Action item.
From the entries that follow, gather each line holding the word "where".

%%

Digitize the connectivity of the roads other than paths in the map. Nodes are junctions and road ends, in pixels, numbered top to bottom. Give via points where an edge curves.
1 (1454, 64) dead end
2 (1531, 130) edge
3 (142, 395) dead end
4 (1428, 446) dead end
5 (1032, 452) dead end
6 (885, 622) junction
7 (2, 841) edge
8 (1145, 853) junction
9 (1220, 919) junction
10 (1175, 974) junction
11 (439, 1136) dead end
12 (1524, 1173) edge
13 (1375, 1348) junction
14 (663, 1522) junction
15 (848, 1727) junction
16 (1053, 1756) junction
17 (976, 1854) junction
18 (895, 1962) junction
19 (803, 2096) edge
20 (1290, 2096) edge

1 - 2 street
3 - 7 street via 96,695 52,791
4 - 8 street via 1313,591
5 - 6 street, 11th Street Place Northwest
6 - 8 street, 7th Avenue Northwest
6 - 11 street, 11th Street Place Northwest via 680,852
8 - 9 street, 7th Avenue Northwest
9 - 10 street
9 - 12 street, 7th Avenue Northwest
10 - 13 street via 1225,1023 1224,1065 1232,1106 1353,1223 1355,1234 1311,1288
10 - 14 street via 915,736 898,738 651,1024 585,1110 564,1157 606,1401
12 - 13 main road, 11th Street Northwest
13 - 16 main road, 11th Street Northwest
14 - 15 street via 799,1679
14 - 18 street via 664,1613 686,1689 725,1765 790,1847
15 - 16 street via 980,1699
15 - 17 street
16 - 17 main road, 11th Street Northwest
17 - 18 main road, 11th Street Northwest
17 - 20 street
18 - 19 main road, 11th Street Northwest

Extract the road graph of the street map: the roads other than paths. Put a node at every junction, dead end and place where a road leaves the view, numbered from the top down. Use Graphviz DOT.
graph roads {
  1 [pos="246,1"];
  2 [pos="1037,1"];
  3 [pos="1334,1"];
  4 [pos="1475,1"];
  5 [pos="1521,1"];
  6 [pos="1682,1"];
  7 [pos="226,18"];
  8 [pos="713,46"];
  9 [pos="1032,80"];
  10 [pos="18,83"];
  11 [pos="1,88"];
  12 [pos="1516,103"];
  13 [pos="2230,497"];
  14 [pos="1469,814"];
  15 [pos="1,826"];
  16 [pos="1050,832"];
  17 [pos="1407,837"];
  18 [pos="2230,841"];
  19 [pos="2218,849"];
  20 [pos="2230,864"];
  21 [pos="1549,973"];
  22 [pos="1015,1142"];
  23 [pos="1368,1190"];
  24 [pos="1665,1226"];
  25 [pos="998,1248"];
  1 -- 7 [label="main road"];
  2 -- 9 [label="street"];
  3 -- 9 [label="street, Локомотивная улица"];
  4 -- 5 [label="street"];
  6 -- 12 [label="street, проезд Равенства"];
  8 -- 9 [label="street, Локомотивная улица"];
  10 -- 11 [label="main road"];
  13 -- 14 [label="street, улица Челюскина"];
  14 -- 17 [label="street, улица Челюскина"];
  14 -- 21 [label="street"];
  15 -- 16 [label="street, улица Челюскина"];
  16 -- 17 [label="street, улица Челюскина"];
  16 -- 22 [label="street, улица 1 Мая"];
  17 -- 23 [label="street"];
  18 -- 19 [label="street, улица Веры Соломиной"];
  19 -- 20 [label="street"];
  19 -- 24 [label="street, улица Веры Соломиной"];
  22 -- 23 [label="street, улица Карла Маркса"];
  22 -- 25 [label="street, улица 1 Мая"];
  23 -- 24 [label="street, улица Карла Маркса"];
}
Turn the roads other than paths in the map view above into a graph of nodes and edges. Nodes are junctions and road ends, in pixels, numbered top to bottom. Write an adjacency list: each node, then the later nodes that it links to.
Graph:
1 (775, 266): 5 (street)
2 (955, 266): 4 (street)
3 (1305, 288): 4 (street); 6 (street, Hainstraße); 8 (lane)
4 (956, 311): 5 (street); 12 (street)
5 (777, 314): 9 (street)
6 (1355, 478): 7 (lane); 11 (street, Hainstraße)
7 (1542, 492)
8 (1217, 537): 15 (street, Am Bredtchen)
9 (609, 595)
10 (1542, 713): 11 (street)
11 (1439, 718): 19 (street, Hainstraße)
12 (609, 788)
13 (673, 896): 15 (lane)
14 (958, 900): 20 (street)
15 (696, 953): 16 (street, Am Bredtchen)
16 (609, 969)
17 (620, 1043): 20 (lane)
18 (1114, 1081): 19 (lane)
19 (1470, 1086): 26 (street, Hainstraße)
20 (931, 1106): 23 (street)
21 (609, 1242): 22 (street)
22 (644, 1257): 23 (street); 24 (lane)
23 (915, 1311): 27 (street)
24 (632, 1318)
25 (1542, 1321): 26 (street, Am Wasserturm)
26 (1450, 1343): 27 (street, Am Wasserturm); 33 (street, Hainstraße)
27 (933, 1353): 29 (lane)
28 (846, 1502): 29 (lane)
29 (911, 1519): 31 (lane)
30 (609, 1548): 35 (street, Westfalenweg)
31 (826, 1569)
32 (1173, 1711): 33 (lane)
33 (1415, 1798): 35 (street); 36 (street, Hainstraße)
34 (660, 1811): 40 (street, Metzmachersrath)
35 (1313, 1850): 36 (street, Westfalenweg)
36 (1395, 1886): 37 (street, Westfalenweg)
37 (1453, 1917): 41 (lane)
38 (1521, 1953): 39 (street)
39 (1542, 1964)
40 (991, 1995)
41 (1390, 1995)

%%

Answer box.
Digitize the connectivity of the roads other than paths in the map. Nodes are junctions and road ends, in pixels, numbered top to bottom. Give via points where an edge curves.
Extract the road graph of the street map: the roads other than paths. Put a node at every junction, dead end and place where a road leaves the view, numbered from the top down. Use Graphviz DOT.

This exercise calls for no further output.